The word "dead" marks the lines to find; copy every such line from the data below.

(Collected data)
BEGIN
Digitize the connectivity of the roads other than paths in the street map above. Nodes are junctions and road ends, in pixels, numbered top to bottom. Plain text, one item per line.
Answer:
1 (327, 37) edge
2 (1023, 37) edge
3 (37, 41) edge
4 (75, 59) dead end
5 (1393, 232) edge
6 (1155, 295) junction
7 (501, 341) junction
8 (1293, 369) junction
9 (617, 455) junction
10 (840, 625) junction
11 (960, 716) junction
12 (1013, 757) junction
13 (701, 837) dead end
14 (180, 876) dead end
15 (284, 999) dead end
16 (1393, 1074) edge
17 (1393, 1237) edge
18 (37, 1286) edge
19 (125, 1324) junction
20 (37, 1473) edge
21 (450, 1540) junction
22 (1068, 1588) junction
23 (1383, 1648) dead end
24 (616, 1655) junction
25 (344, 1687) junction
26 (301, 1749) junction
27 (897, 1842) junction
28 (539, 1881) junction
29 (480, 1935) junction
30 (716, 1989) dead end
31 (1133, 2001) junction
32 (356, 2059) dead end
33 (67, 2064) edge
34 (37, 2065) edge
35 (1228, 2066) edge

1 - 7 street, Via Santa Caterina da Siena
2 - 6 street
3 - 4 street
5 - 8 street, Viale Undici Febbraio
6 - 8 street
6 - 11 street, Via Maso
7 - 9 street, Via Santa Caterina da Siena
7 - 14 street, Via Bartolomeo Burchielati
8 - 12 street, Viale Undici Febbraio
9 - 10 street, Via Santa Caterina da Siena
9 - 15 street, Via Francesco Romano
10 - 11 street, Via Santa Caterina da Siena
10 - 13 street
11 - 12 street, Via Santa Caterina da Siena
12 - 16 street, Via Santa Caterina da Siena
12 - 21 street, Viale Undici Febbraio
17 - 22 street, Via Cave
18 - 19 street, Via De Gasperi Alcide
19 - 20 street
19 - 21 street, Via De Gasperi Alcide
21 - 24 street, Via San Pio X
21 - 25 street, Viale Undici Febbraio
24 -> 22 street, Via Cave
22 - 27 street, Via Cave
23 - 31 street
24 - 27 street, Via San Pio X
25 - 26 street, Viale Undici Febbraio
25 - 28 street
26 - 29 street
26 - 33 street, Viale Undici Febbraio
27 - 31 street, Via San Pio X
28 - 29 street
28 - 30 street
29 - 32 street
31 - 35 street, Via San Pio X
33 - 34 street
END
» **Answer below**:
4 (75, 59) dead end
13 (701, 837) dead end
14 (180, 876) dead end
15 (284, 999) dead end
23 (1383, 1648) dead end
30 (716, 1989) dead end
32 (356, 2059) dead end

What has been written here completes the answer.